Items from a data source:
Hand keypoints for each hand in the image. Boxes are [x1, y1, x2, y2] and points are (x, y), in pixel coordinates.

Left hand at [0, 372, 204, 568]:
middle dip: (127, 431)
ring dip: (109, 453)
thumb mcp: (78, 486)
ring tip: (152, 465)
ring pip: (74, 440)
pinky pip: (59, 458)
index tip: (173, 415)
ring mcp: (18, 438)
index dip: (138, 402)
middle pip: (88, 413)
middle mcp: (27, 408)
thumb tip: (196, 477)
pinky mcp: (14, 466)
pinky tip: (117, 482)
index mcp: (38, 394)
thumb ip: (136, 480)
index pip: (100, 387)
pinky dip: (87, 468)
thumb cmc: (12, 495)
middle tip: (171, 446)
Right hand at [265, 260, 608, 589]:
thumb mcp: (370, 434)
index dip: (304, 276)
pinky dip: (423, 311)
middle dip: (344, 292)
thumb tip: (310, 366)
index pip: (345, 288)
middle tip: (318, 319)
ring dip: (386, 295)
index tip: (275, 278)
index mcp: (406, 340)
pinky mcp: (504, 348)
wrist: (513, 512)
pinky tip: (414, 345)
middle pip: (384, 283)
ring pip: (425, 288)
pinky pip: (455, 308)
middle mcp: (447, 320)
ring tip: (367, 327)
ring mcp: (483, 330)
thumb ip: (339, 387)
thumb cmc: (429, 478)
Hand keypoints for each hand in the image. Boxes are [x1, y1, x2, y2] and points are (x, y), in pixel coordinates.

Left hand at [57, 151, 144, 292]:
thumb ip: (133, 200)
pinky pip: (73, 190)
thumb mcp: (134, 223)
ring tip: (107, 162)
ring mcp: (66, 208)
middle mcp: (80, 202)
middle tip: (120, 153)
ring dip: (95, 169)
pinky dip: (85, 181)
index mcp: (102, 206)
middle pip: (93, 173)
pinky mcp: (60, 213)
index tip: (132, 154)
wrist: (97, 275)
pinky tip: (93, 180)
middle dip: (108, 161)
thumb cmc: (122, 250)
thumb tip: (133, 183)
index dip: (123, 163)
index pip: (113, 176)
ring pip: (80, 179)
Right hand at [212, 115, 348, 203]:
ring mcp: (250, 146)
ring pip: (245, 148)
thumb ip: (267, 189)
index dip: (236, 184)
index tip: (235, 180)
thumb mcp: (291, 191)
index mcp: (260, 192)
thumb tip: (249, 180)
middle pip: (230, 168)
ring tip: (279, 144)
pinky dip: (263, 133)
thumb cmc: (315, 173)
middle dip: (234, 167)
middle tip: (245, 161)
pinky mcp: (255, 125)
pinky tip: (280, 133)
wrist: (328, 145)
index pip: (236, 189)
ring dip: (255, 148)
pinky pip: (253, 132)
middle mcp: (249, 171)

* **Exercise**
Produce only the lines from the line containing "index dip: (138, 402)" through the line containing "ring dip: (386, 295)", inclusive of both, exactly as they stand in the entries above.

* **Answer for this exercise**
index dip: (138, 402)
middle pip: (88, 413)
middle mcp: (27, 408)
thumb tip: (196, 477)
pinky mcp: (14, 466)
pinky tip: (117, 482)
index mcp: (38, 394)
thumb ip: (136, 480)
index pip: (100, 387)
pinky dip: (87, 468)
thumb cmc: (12, 495)
middle tip: (171, 446)
Right hand at [265, 260, 608, 589]:
thumb mcp: (370, 434)
index dip: (304, 276)
pinky dip: (423, 311)
middle dip: (344, 292)
thumb tip: (310, 366)
index pip: (345, 288)
middle tip: (318, 319)
ring dip: (386, 295)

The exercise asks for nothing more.